Information Security Officer (80 – 100%)

About the job

Information Security Officer (80 – 100%)

Shape the future of healthcare with us.

At CISTEC, we develop and operate KISIM, one of the leading clinical information systems in Switzerland. Our product supports medical professionals, nursing staff, and specialists in everyday clinical practice – from regional hospitals to university hospitals, from psychiatry to rehabilitation. What drives us is the conviction that good software relieves people and improves patient care.

Grow with us.

Since our beginnings with two employees, we have developed into a market-leading IT company with over 250 dedicated professionals – and we continue to grow. With us, competence, team spirit, and passion come together. If you want to be part of a success story that shapes the Swiss healthcare system daily, then you are exactly right with us.

Innovative together. For more time with people.

As an ISO, you are responsible for the technical implementation of information security, integrating security into operations and projects, pragmatically managing risks, and ensuring effective, actionable protective measures in everyday CISTEC life. You operate at the interface of governance, technology, and management.
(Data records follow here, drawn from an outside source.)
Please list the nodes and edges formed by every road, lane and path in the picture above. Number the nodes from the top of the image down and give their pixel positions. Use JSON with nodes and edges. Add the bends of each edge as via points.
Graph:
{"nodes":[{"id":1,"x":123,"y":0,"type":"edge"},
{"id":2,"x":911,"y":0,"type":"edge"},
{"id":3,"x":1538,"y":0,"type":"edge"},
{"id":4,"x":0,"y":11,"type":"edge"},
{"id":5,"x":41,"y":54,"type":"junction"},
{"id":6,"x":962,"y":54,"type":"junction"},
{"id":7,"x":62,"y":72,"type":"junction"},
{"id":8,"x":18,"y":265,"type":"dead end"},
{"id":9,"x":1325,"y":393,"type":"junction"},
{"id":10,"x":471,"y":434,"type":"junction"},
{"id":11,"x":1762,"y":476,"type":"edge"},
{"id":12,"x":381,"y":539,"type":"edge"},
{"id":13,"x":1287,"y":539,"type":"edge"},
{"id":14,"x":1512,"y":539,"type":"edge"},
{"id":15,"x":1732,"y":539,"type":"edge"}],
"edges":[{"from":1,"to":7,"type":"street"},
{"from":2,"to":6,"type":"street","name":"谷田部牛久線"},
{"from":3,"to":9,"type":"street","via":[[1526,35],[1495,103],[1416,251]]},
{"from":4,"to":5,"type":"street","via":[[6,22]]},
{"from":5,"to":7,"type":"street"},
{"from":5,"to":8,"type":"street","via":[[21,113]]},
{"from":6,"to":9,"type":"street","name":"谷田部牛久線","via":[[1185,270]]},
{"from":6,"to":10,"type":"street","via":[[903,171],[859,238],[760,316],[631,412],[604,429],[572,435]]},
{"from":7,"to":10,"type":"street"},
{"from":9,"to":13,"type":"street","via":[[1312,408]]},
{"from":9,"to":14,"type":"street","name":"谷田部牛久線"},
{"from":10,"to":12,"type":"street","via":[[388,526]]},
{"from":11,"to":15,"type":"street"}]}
You are the central contact person for information and cybersecurity topics.

Your tasks

• Operation, maintenance, and further development of the ISMS (e.g., according to ISO/IEC 27001).
• Technical translation of security strategy into effective controls and standards.
• Conducting risk, threat, and vulnerability analyses.
• Definition, implementation, and tracking of technical security measures for risk treatment.
• Close collaboration with IT operations, architecture, cloud, and DevOps.
• Consulting projects on security-by-design and secure architecture.
• Support in security incidents including root cause analysis and lessons learned.
• Preparation of technical aspects of audits and compliance evidence.
• Monitoring of security KPIs and reporting to the CISO / management.
• Technical contact person for information security within the company.

Your profile

• Completed studies in computer science, IT security, business informatics, or a comparable qualification (CISA, CISM, etc.).
• Several years of professional experience in information security or IT security.
• Certifications in information security (e.g., CISSP, CISM, ISO/IEC 27001 Lead Implementer or Lead Auditor, CCSP, CRISC) are advantageous.
• Solid knowledge of relevant standards and frameworks (e.g., ISO/IEC 27001, ISO 27002, NIST CSF).
• Basic technical understanding of IT infrastructures, cloud environments, and applications.
• Experience with security controls, hardening, and secure configuration.
• Experience dealing with audits, compliance, and risk management processes.
• Structured, independent, and solution-oriented working style.
• Strong communication skills and assertiveness in dealing with different stakeholders.
• Very high self-motivation, energy, and resilience.
• Fluent in German & English, spoken and written.

We offer you

Meaningful work with impact: You work on exciting projects at the interface of AI and healthcare – in an interdisciplinary team that creates real added value.

Innovative environment: Together we develop pioneering solutions that sustainably improve clinical everyday life – with tangible impact for health professionals.

Flexible work: Part-time work, flexible working hours, and home office are a matter of course. After the probation period, you can work remotely up to four days a week.

Learning and innovation culture: We actively promote your further education and support you in attending professional conferences and trade fairs. Flat hierarchies and an open, agile team environment create space for personal and professional development.

Attractive benefits: Enjoy 5 weeks of vacation per year. Unpaid leave is possible by arrangement.

Shared experiences: We celebrate successes together – at lunch barbecues, on snow days, or at our team and company events.

Application

Please send your complete application documents by e-mail to: moc.cetsic@gnubreweb

Note for recruiters and headhunters:

Please do not send us applications from headhunters or recruitment agencies. Thank you for your understanding.

Diversity and inclusion:

CISTEC stands for equal opportunities and diversity. We welcome applications from all people regardless of personal characteristics or backgrounds.